Dataset items:
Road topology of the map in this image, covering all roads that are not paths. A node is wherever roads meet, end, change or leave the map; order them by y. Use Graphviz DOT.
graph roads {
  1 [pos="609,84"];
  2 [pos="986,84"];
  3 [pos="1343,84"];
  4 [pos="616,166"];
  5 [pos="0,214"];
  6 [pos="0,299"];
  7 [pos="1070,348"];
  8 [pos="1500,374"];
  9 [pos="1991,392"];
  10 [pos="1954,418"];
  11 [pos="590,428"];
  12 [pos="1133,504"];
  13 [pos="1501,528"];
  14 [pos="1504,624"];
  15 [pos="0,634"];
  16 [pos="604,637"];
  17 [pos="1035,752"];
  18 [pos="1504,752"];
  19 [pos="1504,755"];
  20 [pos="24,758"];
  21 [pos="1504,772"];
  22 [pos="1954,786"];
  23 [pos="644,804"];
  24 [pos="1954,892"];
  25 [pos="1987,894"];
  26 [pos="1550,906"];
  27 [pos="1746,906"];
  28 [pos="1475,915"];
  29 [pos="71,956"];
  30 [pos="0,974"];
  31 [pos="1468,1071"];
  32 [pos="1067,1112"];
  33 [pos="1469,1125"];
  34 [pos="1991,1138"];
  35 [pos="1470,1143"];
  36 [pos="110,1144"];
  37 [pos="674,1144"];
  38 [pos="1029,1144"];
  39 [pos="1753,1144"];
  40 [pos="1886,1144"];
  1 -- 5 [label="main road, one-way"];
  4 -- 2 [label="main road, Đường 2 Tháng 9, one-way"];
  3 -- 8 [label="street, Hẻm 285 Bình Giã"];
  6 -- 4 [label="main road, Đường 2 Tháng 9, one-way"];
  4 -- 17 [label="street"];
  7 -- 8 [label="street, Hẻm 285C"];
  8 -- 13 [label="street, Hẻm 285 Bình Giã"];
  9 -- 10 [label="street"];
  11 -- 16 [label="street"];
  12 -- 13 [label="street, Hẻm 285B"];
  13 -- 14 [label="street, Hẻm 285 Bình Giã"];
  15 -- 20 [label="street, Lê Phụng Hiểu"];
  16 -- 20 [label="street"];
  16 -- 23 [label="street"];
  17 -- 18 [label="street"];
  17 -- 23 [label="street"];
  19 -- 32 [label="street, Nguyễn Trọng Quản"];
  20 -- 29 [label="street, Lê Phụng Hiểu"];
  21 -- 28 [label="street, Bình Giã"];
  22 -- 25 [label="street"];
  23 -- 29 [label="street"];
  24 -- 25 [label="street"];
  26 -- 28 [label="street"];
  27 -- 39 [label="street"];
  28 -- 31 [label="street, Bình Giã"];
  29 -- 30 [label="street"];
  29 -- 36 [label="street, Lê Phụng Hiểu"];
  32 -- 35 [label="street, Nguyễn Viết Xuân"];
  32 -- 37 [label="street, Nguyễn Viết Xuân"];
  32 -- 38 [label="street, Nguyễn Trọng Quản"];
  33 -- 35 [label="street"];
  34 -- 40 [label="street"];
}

Task. The lines you need are those containing "Bình"; find them in the records and copy them.

Result below.
  3 -- 8 [label="street, Hẻm 285 Bình Giã"];
  8 -- 13 [label="street, Hẻm 285 Bình Giã"];
  13 -- 14 [label="street, Hẻm 285 Bình Giã"];
  21 -- 28 [label="street, Bình Giã"];
  28 -- 31 [label="street, Bình Giã"];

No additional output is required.